I thought I understood what you meant by "set protocol." Now I don't. Could
you tell me what it means? Why doesn't he get to set the protocol? (You may
disagree with it, but that's different, no?) If not the author, who does? The
subject? If the author is correct, then "post-op Dani was never offended in
the least about being referred to as a man when conversations came around to
her years of living as Dan."

The blog series is a historical progression of the evolution of computer
games, with an emphasis on adventure-style games. It tries to place the reader
in the context of the times, and include quotes culled from various
references. At that time, she was known as the man Dan Bunten.

Consider the quote "(Speakeasy’s founder Brian Beninger: “Dan called out of
the blue one day and spoke to Toni [Brian's wife]. She had never experienced
an accent from the southern United States and had trouble understanding
him…”)". Should the author rewrite the quote to use "Dani"/"her" instead of
"Dan"/"him"?

BTW, are you basing your response only on the first essay and the single
quoted paragraph from the second essay I linked to? Because the author goes
into more detail which I didn't quote but might be relevant. Based on the
paragraph previous to the one I quoted, I believe the author has decided the
protocol will be to include a bit of explanation of future events, before
settling in on a non-anachronistic telling. For example, Bunten is not the
only important trans individual in gaming. Consider
[http://www.filfre.net/2014/03/10/](http://www.filfre.net/2014/03/10/) :

> According to Hales, it was he and another of Wolosenko’s favorite
> programmers, William Mataga, who planted the idea of doing adventure games
> in Wolosenko’s head in late 1983. (William Mataga had a sex change some
> years ago and now lives as Cathryn Mataga. I refer to her by her previous
> name and gender in this article only to avoid historical anachronisms.)

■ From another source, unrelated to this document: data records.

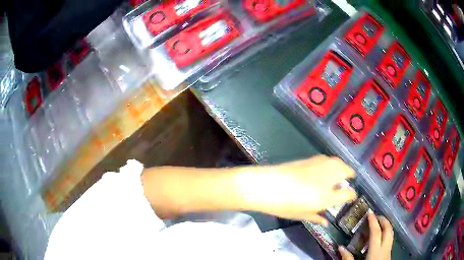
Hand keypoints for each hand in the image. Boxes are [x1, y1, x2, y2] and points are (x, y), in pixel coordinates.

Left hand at [239, 155, 356, 225]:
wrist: (266, 185)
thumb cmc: (283, 205)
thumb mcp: (301, 215)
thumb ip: (317, 217)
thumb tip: (326, 222)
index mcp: (327, 196)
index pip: (348, 194)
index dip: (352, 196)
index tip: (352, 197)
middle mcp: (328, 179)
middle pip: (347, 173)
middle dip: (350, 177)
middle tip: (348, 183)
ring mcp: (320, 166)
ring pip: (339, 163)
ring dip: (343, 168)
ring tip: (340, 174)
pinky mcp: (311, 159)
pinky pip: (328, 159)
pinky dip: (332, 163)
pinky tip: (326, 169)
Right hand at [339, 210, 393, 259]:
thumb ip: (347, 259)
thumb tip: (340, 247)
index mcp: (376, 252)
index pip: (376, 232)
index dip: (373, 221)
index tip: (370, 212)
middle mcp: (385, 249)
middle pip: (388, 230)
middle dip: (383, 220)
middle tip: (375, 216)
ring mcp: (388, 252)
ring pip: (391, 234)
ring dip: (386, 226)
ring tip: (378, 225)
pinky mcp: (388, 255)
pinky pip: (389, 240)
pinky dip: (385, 235)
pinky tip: (379, 239)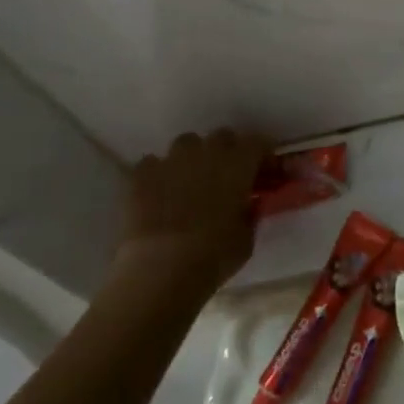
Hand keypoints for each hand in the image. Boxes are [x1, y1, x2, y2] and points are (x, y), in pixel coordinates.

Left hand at [122, 129, 272, 290]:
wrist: (162, 267)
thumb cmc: (215, 255)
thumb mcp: (246, 238)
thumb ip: (249, 213)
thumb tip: (247, 205)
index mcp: (238, 165)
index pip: (257, 143)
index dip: (261, 155)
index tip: (262, 170)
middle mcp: (207, 153)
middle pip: (221, 137)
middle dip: (227, 151)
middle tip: (226, 176)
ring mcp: (172, 160)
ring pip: (186, 143)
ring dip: (192, 157)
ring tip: (190, 180)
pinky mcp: (141, 175)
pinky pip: (152, 163)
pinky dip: (159, 173)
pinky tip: (159, 193)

I think this is similar to, say, a history of Malcom X which covers the
historical period when he was still called by his slave name of Little, or of
"many young women [in the feminist movement of the 1960s who] changed their
patronyms to more descriptive ones or dropped them altogether", quoting from
Jo Freemen's description of her movement name Joreen.

------
300bps
I don't care about Dan Bunten's sexuality any more than I care about President
Obama's or a billions long list of other people.

What I do know is that M.U.L.E. Is one of the greatest games I played as a
child on my Commodore 64. Unlike many other games of the era, I still have fun
playing it when I fire it up in an emulator. Saw in a comment in the site
about www.mulereturns.com. Will have to buy that for my kids today.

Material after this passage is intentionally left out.